_What you have to do:_ Filter the listing below, keeping every line that holds "Saint".

_Data listing:_
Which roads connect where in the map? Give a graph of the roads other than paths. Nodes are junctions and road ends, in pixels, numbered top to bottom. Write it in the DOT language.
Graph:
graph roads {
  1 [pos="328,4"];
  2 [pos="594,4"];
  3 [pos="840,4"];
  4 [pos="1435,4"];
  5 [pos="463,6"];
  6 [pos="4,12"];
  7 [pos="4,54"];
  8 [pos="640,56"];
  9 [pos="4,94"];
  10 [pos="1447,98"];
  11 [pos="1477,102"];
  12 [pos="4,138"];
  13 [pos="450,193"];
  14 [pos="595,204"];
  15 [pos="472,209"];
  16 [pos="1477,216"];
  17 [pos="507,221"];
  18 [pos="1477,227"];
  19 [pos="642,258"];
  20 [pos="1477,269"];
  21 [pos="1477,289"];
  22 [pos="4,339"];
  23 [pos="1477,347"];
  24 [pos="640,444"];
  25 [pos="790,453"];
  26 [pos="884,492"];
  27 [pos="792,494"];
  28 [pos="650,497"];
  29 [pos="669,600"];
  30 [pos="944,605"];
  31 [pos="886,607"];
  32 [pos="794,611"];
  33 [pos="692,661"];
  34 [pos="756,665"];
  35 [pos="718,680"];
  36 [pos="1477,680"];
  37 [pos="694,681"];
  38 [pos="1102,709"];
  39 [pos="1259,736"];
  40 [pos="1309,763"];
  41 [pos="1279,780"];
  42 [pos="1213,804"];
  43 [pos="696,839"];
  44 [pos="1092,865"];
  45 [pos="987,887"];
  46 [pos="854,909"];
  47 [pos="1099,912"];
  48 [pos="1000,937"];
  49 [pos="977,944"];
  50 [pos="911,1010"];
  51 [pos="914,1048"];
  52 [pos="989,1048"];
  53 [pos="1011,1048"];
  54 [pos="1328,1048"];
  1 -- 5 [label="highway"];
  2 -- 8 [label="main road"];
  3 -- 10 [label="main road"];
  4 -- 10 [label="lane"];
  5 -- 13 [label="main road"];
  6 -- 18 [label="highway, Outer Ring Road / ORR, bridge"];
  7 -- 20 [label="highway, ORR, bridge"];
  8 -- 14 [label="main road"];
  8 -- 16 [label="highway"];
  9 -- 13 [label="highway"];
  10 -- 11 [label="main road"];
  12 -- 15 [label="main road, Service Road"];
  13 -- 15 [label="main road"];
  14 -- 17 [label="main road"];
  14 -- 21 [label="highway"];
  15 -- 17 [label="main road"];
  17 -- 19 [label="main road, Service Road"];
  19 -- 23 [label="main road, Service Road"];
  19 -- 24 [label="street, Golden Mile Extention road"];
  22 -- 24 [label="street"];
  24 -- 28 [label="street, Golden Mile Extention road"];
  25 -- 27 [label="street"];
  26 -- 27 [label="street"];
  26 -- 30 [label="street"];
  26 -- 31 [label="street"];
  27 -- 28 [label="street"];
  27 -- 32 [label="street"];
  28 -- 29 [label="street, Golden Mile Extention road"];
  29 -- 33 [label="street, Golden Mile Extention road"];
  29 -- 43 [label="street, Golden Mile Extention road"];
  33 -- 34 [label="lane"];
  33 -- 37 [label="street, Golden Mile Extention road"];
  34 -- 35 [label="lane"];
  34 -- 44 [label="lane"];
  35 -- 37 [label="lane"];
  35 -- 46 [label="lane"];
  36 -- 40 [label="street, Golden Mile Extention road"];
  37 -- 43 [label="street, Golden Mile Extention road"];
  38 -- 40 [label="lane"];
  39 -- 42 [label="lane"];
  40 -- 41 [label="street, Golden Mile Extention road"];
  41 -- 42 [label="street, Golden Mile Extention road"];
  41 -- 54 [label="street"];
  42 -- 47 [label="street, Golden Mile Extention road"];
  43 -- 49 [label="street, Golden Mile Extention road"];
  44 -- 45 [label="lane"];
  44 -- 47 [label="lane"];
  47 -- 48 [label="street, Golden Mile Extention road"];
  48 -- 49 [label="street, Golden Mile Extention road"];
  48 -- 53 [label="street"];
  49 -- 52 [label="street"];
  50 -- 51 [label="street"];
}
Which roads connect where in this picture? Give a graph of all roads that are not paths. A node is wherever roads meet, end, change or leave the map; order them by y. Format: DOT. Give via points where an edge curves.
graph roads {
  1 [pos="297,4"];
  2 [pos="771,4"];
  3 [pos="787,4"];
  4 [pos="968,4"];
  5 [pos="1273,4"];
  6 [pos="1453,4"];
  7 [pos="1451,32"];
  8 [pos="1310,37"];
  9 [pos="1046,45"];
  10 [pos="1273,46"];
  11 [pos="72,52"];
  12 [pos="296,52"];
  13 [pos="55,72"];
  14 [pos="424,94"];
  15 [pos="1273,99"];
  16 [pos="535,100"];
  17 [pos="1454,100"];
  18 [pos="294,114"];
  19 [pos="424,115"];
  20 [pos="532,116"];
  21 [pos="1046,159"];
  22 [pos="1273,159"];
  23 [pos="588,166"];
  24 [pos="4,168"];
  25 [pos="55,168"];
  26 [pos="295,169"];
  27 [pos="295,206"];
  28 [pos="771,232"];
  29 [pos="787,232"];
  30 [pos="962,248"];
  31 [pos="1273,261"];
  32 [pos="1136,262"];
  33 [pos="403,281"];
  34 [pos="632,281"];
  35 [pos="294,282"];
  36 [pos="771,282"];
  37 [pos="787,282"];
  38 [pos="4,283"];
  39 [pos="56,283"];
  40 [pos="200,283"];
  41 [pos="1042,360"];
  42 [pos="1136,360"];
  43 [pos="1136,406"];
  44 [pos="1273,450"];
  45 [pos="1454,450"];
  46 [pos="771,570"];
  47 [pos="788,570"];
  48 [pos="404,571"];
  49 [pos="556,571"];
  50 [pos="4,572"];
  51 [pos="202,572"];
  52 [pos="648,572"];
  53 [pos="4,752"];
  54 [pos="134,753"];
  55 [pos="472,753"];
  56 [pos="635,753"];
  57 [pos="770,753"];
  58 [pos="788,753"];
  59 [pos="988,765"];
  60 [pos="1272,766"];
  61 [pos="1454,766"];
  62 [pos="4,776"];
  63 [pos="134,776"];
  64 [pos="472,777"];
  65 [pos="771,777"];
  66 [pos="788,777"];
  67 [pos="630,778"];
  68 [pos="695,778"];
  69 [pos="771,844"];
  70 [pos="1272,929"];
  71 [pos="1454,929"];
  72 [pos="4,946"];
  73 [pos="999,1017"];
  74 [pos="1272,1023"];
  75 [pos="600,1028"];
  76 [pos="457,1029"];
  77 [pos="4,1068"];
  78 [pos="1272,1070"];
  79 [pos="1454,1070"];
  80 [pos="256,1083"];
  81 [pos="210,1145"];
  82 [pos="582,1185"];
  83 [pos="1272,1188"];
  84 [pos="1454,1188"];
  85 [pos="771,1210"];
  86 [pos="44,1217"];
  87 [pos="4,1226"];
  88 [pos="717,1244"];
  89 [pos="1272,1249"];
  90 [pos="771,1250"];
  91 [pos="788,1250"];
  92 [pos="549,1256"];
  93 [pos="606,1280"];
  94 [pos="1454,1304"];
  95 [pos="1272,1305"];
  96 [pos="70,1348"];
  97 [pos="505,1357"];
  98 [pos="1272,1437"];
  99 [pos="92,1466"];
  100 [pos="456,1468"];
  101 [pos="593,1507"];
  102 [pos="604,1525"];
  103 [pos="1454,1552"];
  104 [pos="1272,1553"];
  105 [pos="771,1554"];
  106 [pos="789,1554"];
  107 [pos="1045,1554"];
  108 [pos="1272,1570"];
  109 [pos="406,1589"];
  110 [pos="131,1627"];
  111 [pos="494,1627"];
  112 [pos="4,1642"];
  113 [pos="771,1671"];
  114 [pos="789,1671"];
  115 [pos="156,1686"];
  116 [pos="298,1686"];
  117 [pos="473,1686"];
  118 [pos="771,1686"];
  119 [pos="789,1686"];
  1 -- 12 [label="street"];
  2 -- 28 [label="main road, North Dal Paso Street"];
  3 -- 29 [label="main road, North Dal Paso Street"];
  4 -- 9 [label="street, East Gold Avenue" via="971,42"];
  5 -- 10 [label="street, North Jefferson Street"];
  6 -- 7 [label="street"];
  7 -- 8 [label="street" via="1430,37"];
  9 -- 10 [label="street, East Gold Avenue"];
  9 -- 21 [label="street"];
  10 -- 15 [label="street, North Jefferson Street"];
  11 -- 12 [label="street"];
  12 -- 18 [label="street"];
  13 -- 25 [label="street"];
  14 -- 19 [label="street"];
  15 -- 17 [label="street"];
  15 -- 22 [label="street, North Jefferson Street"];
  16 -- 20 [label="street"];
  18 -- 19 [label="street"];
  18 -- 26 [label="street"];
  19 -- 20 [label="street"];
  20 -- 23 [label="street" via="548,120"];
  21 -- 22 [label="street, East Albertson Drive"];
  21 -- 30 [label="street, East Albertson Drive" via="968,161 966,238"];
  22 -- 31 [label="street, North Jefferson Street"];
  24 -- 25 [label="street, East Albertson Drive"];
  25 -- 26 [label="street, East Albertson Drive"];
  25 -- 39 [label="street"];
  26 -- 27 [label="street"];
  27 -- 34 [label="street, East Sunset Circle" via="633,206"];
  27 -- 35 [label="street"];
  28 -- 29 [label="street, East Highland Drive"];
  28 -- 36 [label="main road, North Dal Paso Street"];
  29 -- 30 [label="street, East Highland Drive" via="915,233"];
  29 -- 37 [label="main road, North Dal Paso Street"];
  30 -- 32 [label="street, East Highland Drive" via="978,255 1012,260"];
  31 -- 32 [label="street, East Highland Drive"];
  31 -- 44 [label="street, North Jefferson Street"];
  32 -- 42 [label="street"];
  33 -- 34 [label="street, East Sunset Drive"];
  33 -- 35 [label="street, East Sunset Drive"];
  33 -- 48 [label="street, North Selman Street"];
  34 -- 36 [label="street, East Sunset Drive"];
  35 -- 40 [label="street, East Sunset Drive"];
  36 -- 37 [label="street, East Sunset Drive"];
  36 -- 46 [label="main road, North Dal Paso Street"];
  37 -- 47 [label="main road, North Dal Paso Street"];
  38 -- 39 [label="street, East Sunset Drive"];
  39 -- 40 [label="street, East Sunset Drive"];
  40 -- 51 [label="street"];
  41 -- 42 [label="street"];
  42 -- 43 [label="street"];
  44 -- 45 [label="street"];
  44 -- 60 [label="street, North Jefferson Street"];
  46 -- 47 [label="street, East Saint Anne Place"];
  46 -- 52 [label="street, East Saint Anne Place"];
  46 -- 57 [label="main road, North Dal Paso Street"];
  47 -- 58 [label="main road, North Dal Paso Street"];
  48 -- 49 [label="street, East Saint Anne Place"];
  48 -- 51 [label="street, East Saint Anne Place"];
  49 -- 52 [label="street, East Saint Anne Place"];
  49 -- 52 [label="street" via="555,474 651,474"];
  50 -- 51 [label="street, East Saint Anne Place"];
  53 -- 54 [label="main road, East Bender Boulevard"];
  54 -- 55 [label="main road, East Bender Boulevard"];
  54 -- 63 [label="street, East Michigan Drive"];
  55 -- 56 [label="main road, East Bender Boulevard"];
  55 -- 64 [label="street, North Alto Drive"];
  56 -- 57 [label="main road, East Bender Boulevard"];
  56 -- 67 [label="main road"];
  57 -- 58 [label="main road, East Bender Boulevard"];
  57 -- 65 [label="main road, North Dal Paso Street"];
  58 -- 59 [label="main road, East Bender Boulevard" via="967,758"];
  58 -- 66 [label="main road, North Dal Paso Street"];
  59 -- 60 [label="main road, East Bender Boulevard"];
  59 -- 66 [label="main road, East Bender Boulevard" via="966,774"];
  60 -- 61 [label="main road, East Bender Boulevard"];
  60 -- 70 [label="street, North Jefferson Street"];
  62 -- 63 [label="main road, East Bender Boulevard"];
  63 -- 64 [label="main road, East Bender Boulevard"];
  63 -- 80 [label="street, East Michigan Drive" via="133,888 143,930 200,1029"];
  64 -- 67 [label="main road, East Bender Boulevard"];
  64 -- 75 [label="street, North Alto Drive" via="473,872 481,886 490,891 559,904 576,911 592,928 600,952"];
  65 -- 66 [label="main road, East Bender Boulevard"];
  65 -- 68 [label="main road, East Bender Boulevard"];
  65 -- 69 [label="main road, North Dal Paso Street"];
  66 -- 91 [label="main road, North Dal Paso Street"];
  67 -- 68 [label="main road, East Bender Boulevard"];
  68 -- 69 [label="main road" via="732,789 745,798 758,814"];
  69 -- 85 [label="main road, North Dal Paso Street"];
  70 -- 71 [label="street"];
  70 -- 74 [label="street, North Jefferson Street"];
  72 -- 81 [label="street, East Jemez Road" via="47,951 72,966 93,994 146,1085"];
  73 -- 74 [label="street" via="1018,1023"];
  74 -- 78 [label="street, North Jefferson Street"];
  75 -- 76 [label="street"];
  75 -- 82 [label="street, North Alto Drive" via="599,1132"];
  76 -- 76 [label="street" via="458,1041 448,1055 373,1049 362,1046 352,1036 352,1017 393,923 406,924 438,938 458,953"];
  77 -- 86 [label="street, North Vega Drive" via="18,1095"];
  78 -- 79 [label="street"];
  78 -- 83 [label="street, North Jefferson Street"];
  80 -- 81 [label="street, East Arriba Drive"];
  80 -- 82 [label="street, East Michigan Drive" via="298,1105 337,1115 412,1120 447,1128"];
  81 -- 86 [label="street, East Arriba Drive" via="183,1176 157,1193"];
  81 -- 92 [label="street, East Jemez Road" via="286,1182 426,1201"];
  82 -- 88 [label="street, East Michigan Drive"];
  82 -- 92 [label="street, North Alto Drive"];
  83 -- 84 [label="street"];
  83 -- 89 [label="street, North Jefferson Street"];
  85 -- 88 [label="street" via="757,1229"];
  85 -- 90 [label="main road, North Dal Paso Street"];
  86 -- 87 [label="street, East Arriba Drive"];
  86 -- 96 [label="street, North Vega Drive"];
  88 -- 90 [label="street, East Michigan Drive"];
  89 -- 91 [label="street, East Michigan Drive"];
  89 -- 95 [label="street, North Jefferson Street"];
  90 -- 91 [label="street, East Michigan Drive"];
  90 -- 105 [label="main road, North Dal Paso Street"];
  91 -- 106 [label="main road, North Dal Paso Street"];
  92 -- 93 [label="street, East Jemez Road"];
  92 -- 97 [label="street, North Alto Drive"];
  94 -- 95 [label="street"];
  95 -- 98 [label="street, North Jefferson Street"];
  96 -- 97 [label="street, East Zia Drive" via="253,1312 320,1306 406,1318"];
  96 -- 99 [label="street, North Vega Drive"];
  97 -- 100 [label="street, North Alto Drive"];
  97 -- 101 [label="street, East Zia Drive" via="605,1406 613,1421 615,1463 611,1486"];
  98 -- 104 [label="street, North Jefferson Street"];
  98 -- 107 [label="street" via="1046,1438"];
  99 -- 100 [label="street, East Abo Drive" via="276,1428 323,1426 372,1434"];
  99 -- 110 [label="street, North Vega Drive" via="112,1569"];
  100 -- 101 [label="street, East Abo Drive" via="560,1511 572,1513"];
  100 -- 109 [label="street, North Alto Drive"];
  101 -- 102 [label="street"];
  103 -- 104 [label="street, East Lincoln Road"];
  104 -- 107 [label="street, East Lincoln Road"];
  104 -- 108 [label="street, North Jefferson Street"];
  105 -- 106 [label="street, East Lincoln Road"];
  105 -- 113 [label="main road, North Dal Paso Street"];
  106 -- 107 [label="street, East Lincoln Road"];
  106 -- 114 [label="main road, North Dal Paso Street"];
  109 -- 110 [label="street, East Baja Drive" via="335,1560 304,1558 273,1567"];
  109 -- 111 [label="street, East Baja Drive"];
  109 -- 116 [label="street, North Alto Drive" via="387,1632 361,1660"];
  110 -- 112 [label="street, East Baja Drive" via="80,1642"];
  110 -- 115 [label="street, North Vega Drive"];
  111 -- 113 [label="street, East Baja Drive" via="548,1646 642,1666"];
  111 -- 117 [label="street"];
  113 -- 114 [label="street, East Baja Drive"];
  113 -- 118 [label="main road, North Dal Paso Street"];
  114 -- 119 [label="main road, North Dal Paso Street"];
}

_Result:_
  46 -- 47 [label="street, East Saint Anne Place"];
  46 -- 52 [label="street, East Saint Anne Place"];
  48 -- 49 [label="street, East Saint Anne Place"];
  48 -- 51 [label="street, East Saint Anne Place"];
  49 -- 52 [label="street, East Saint Anne Place"];
  50 -- 51 [label="street, East Saint Anne Place"];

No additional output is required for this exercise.